Kepala SMK 2 Sigli, Iskandar, menceritakan kasus itu ke salah satu media lokal Aceh, bahwa kejadian itu berawal saat guru menyuruhkan kepada siswa masuk bengkel untuk praktik. Guru menyuruhkan pada siswa mencari kayu ukuran pendek untuk kegiatan praktik.
Lalu ada 5 orang siswa yang terlambat datang, dan mereka masuk ke kelas yang kosong, merusak beberapa kursi dan meja untuk diambil potongan kayu, (Serambi Indonesia, 25/01/2020). Setelah kejadian itu diketahui, mereka disidangkan oleh pihak sekolah dan melakukan permintaan maaf.
Nah, meskipun mereka sudah melakukan permintaan maaf; mengaku kesalahan, menyesal dan berjanji tidak mengulang lagi, tentu apa yang mereka lakukan cukup memberikan gambaran kepada kita semua bahwa karakter siswa di era milenial ini, diakui atau tidak, sudah mengalami degradasi yang kian parah.
Ini menunjukkan kepada kita bahwa pendidikan karakter yang kita gadang-gadang dewasa ini belumlah berhasil. Pemandangan ini pula yang harus kita renungi, khususnya praktisi pendidikan.
Para pengajar dan juga guru, serta para orang tua, bahwa tantangan untuk membangun pendidikan karakter bukanlah sesuatu yang mudah. Ia membutuhkan komitmen besar dan peran semua pihak.
Pendidikan mestinya mampu melahirkan manusia-manusia yang berbudaya dan berkeadaban. Juga, pendidikan mestinya mampu men-stimulan seorang anak (siswa) untuk berpikir kritis dan kreatif dalam setiap aktivitasnya.
Artinya, jika ia dihadapkan pada suatu pokok permasalahan yang menbutuhkan tanggung jawab, maka ia mampu memilih cara yang tepat dalam menyelesaikan. Disamping itu, yang mesti kita sadari, berhasilnya pendidikan terlihat pada karakter individual siswa. Dan karakter itu erat sekali dengan sikap dan cara bertindak siswa.
Nah, apa yang disuguhkan oleh siswa sebagaimana terlihat dalam video yang menghebohkan itu, menunjukkan para siswa kita belum mampu berpikir kreatif dan miskin kreasi. Sikap mereka, cara bertindak mereka belum bisa diajak untuk menyambut dan masuk ke era baru; society 4.0. Apalagi hendak dibawa ke society 5.0.

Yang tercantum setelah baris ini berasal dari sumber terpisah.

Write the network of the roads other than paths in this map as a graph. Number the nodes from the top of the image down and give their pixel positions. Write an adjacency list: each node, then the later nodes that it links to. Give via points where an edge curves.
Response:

Dan, sekali lagi, ini menunjukkan bahwa pendidikan kita belum berhasil. PR ini tidak bisa kita abaikan, bila kita tidak mau melihat sebuah generasi yang minus karakter.

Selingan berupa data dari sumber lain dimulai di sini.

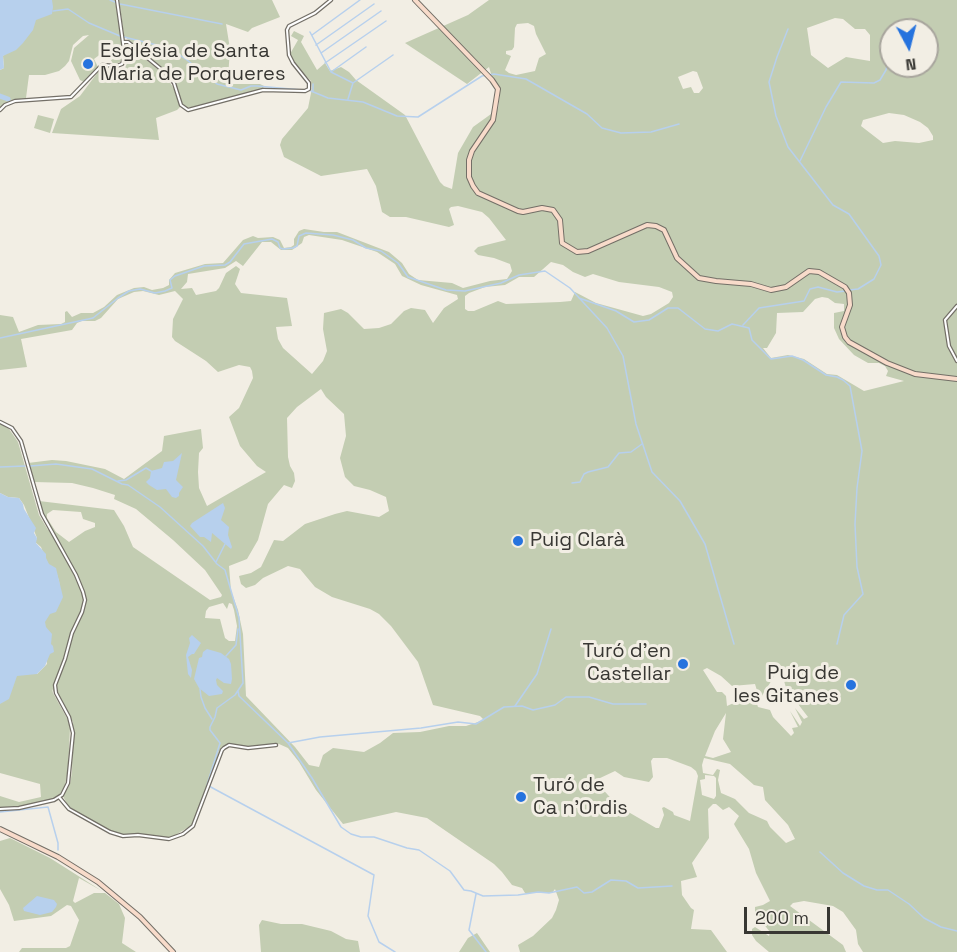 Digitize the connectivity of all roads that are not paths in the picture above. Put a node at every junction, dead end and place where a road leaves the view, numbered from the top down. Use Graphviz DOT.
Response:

Maka oleh karena demikian, mari, kita bersinergi dalam membangun pendidikan. Tak hanya guru, para orang tua, masyarakat juga harus mau menjadi partisipan dalam merapikan karakter para generasi kita.
Pada merekalah estafet peradaban ini kita wariskan. Karena sebagaimana kata orang bijak, untuk melahirkan seorang individu manusia yang baik (sesuai dengan nilai dan norma yang ada) maka membutuhkan sekumpulan manusia-manusia lainnya (masyarakat). Nyanban!